Anche «Mama do» è un tormentone.
«No, i tormentoni non esistono quasi più. Una volta, ai tempi dei miei genitori, c’era molta meno scelta e a furia di ascoltarla alla radio, una canzone diventava tormentone quasi per esasperazione».

Adesso?
«Adesso con il download, ciascuno può scegliersi il brano che vuole e i gusti, si sa, sono infiniti. Non siamo più ai tempi di Elvis Presley e neppure a quelli di Madonna».

Madonna era già una diva quando lei è nata, nel 1991.
«Bravissima, ma non l’ho mai ascoltata molto.
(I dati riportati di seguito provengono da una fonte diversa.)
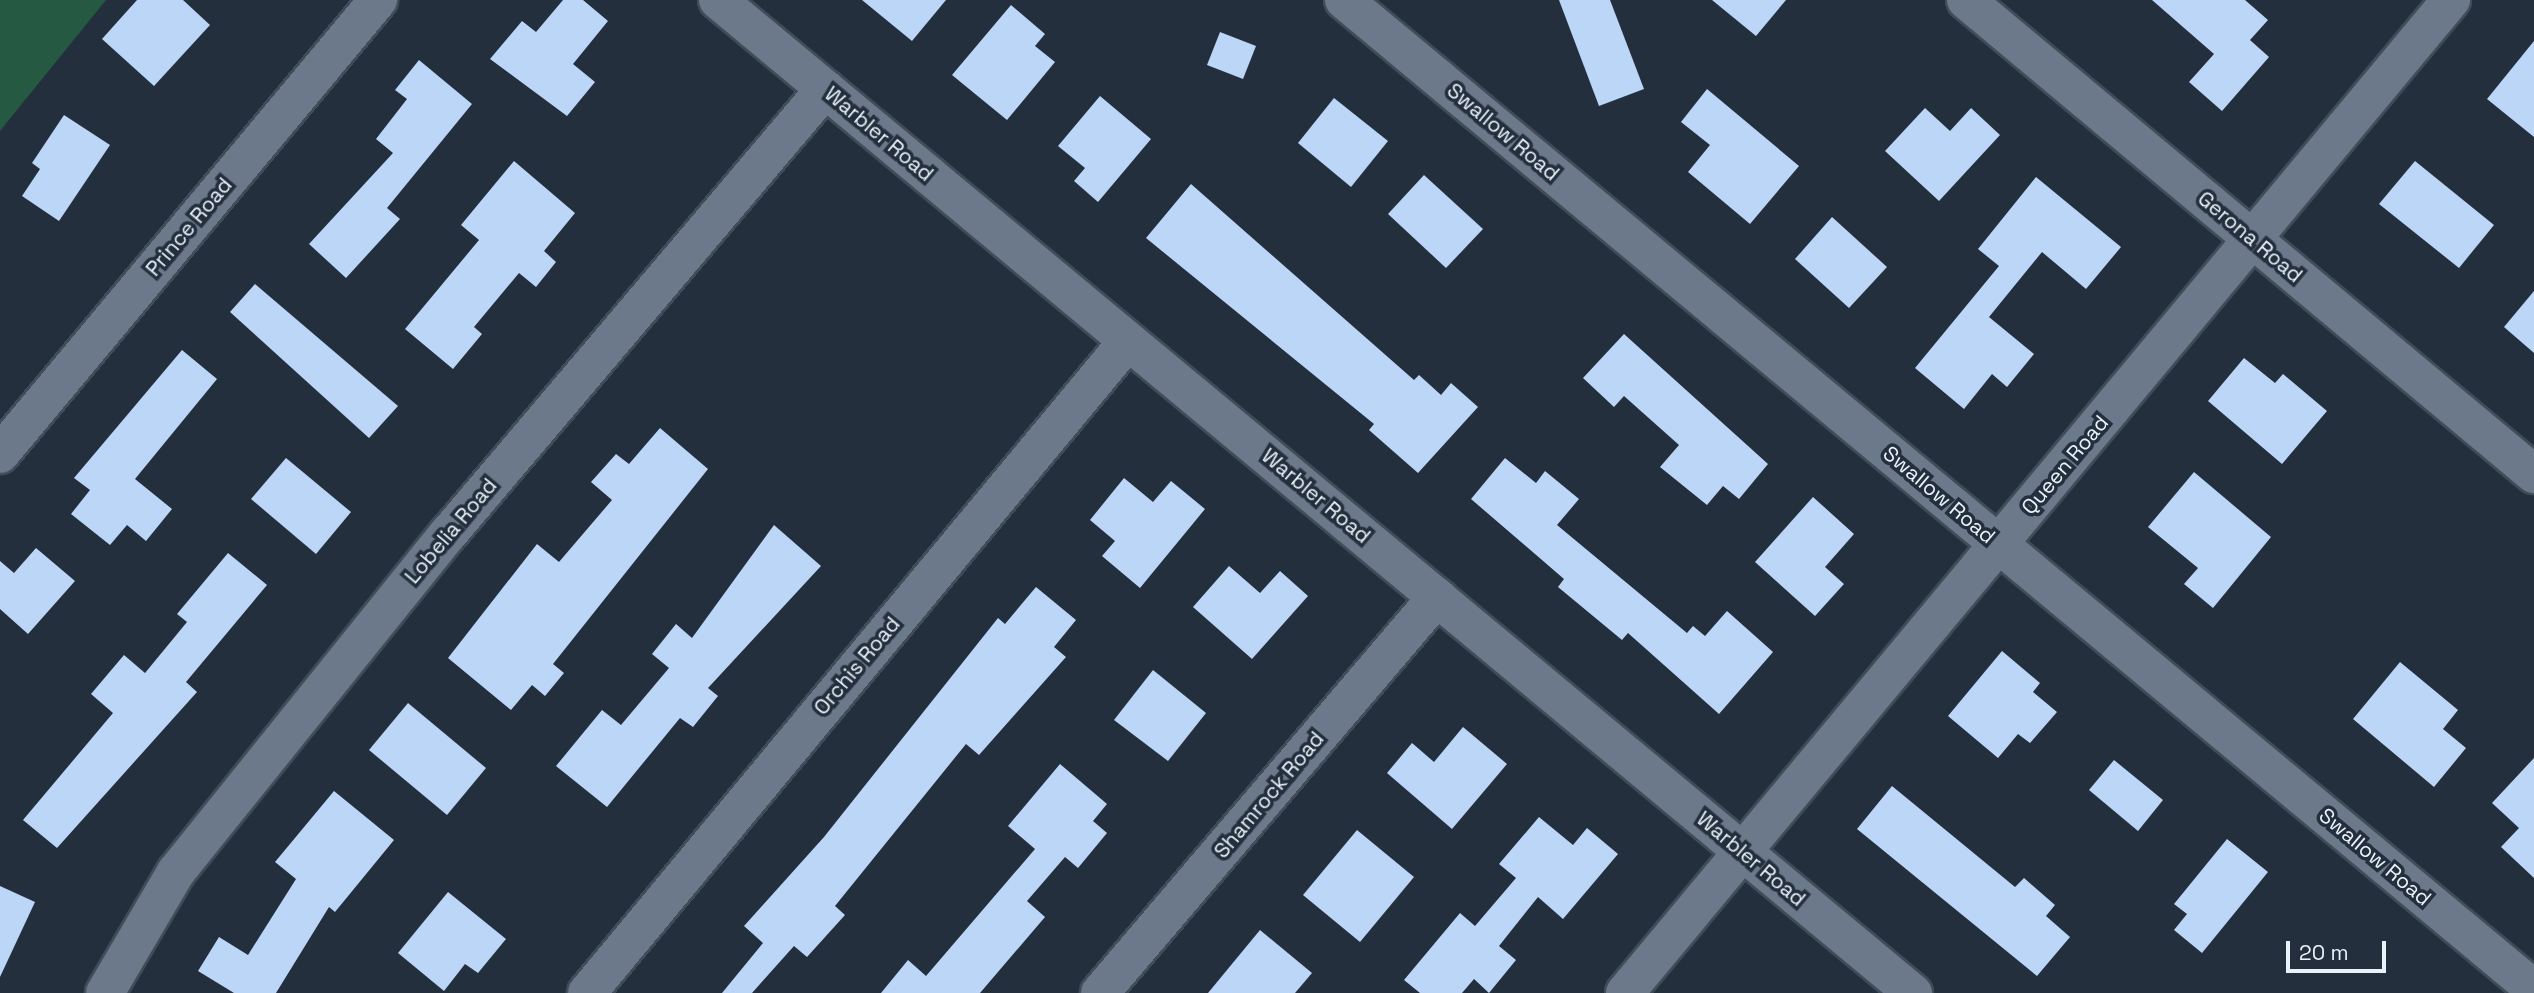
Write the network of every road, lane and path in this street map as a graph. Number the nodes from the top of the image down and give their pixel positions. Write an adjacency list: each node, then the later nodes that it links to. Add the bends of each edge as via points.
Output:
1 (378, 0): 9 (street, Prince Road)
2 (718, 0): 6 (street, Warbler Road)
3 (1344, 0): 11 (street, Swallow Road)
4 (1966, 0): 7 (street, Gerona Road)
5 (2451, 0): 7 (street, Queen Road)
6 (825, 89): 8 (street, Warbler Road); 15 (street, Lobelia Road, via 449,533 176,872)
7 (2253, 240): 10 (street, Gerona Road); 11 (street, Queen Road)
8 (1128, 341): 12 (street, Warbler Road); 16 (street, Orchis Road)
9 (0, 454)
10 (2534, 474)
11 (1998, 545): 13 (street, Queen Road); 14 (street, Swallow Road)
12 (1437, 597): 13 (street, Warbler Road); 17 (street, Shamrock Road)
13 (1742, 851): 18 (street, Queen Road); 19 (street, Warbler Road)
14 (2534, 989)
15 (105, 993)
16 (587, 993)
17 (1100, 993)
18 (1625, 993)
19 (1913, 993)

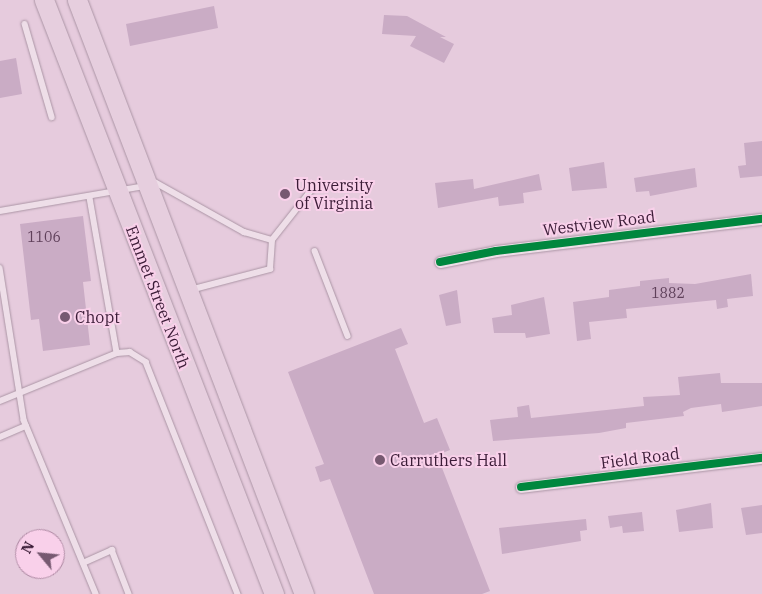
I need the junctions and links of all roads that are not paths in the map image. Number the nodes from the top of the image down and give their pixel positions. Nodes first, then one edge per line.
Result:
1 (44, 0) edge
2 (76, 0) edge
3 (25, 24) dead end
4 (52, 117) dead end
5 (142, 180) junction
6 (313, 188) dead end
7 (118, 192) junction
8 (90, 198) junction
9 (0, 211) edge
10 (762, 219) edge
11 (272, 240) junction
12 (316, 251) dead end
13 (440, 262) dead end
14 (0, 268) edge
15 (186, 291) junction
16 (348, 336) dead end
17 (118, 353) junction
18 (18, 394) junction
19 (0, 401) edge
20 (26, 426) junction
21 (0, 437) edge
22 (762, 458) edge
23 (521, 486) dead end
24 (83, 562) junction
25 (96, 594) edge
26 (129, 594) edge
27 (238, 594) edge
28 (274, 594) edge
29 (304, 594) edge

1 - 7 main road, Emmet Street North
2 - 5 main road, Emmet Street North
3 - 4 lane
5 - 7 lane
5 - 11 lane
5 - 15 main road, Emmet Street North
6 - 11 lane
7 - 8 lane
7 - 28 main road, Emmet Street North
8 - 9 lane
8 - 17 lane
10 - 13 street, Westview Road
11 - 15 lane
12 - 16 lane
14 - 18 lane
15 - 29 main road, Emmet Street North
17 - 18 lane
17 - 27 lane
18 - 19 lane
18 - 20 lane
20 - 21 lane
20 - 24 lane
22 - 23 street, Field Road
24 - 25 lane
24 - 26 lane

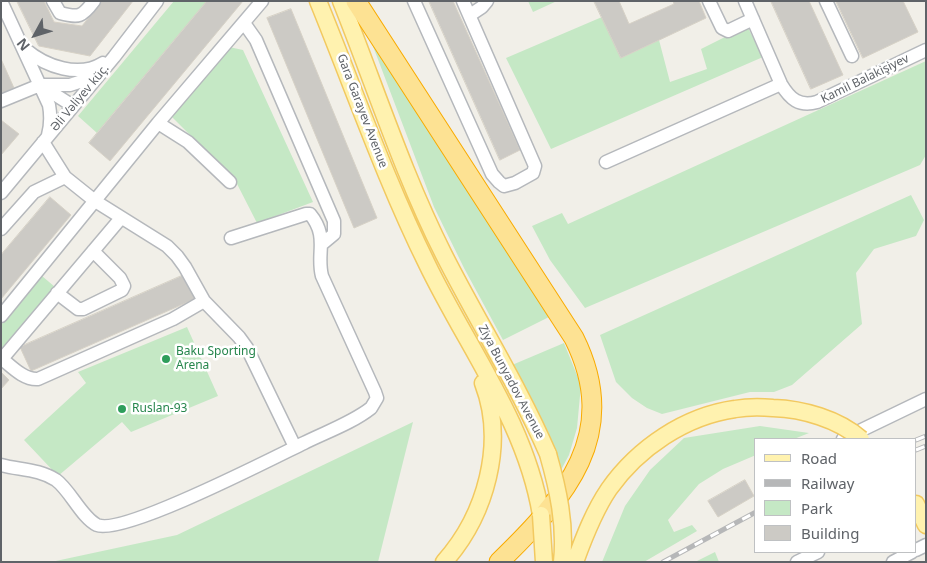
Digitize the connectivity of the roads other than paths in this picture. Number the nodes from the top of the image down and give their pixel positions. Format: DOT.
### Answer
graph roads {
  1 [pos="1,1"];
  2 [pos="54,1"];
  3 [pos="94,1"];
  4 [pos="157,1"];
  5 [pos="262,1"];
  6 [pos="318,1"];
  7 [pos="341,1"];
  8 [pos="356,1"];
  9 [pos="414,1"];
  10 [pos="464,1"];
  11 [pos="487,1"];
  12 [pos="709,1"];
  13 [pos="745,1"];
  14 [pos="826,1"];
  15 [pos="470,15"];
  16 [pos="753,19"];
  17 [pos="244,22"];
  18 [pos="23,47"];
  19 [pos="926,50"];
  20 [pos="852,56"];
  21 [pos="114,57"];
  22 [pos="98,76"];
  23 [pos="781,84"];
  24 [pos="40,85"];
  25 [pos="1,101"];
  26 [pos="73,106"];
  27 [pos="158,123"];
  28 [pos="45,140"];
  29 [pos="606,162"];
  30 [pos="65,177"];
  31 [pos="230,182"];
  32 [pos="1,194"];
  33 [pos="95,201"];
  34 [pos="424,213"];
  35 [pos="121,218"];
  36 [pos="406,220"];
  37 [pos="1,229"];
  38 [pos="231,238"];
  39 [pos="322,244"];
  40 [pos="93,251"];
  41 [pos="58,293"];
  42 [pos="204,301"];
  43 [pos="453,314"];
  44 [pos="1,316"];
  45 [pos="2,358"];
  46 [pos="926,399"];
  47 [pos="845,438"];
  48 [pos="859,438"];
  49 [pos="296,447"];
  50 [pos="1,465"];
  51 [pos="917,505"];
  52 [pos="926,525"];
  53 [pos="816,553"];
  54 [pos="444,562"];
  55 [pos="499,562"];
  56 [pos="544,562"];
  57 [pos="562,562"];
  58 [pos="575,562"];
  59 [pos="797,562"];
  1 -- 18 [label="street"];
  2 -- 3 [label="street"];
  4 -- 21 [label="street, Əli Vəliyev küç."];
  5 -- 17 [label="street"];
  6 -- 36 [label="main road, Gara Garayev Avenue"];
  7 -- 34 [label="main road, Gara Garayev Avenue"];
  8 -- 55 [label="highway"];
  9 -- 15 [label="street"];
  10 -- 15 [label="street"];
  11 -- 15 [label="street"];
  12 -- 16 [label="street"];
  13 -- 16 [label="street"];
  14 -- 20 [label="street"];
  16 -- 23 [label="street"];
  17 -- 27 [label="street"];
  17 -- 39 [label="street"];
  18 -- 21 [label="street"];
  18 -- 24 [label="street"];
  19 -- 23 [label="street, Kamil Balakişiyev"];
  21 -- 22 [label="street, Əli Vəliyev küç."];
  22 -- 24 [label="street"];
  22 -- 26 [label="street, Əli Vəliyev küç."];
  23 -- 29 [label="street"];
  24 -- 25 [label="street"];
  24 -- 26 [label="street"];
  24 -- 28 [label="street"];
  26 -- 28 [label="street, Əli Vəliyev küç."];
  27 -- 31 [label="street"];
  27 -- 33 [label="street"];
  28 -- 30 [label="street"];
  28 -- 32 [label="street, Əli Vəliyev küç."];
  30 -- 33 [label="street"];
  30 -- 37 [label="street"];
  33 -- 35 [label="street"];
  33 -- 44 [label="street"];
  34 -- 57 [label="main road, Ziya Bunyadov Avenue, bridge"];
  35 -- 40 [label="street"];
  35 -- 42 [label="street"];
  36 -- 43 [label="main road, Ziya Bunyadov Avenue"];
  38 -- 39 [label="street"];
  39 -- 49 [label="street"];
  40 -- 41 [label="street"];
  40 -- 41 [label="street"];
  41 -- 45 [label="street"];
  42 -- 45 [label="street"];
  42 -- 49 [label="street"];
  43 -- 54 [label="main road"];
  43 -- 56 [label="main road, Ziya Bunyadov Avenue, bridge"];
  46 -- 47 [label="street"];
  48 -- 58 [label="main road, bridge"];
  49 -- 50 [label="street"];
  51 -- 52 [label="main road"];
  53 -- 59 [label="street"];
}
Io ero una bambina timida ed educata, non mi attirava essere trasgressiva».

Tanto per capirci, qual è stato il primo disco che ha comprato?
«Quello delle Spice Girls».

Allegria.
«Ma subito dopo mi sono innamorata di altra musica, dai Jackson 5 fino a Stevie Wonder passando per Aretha Franklin. E stravedo per Mariah Carey».

Mariah Carey è bulimica di successo. Vive nella dimensione parallela del lusso e dei vezzi.
«Proprio per questo mia mamma passa le giornate a dirmi di stare attenta a ciò che mi accade intorno, a non farmi prendere troppo dall’euforia e a non montarmi la testa».

Ma a diciott’anni le mamme spesso si ascoltano poco. Non le impone di iscriversi all’Università?
«Sì, ma mi sa che ormai sono troppo impegnata per farlo».

Vede? Non la ascolta.


«Però a consigliarmi ci sono anche i miei fratelli: a loro non posso dire di no, altrimenti poi chi li sente? Sono i miei guardiani, specialmente ora che inizio a toccare con mano che cosa significhi realmente diventare famosi».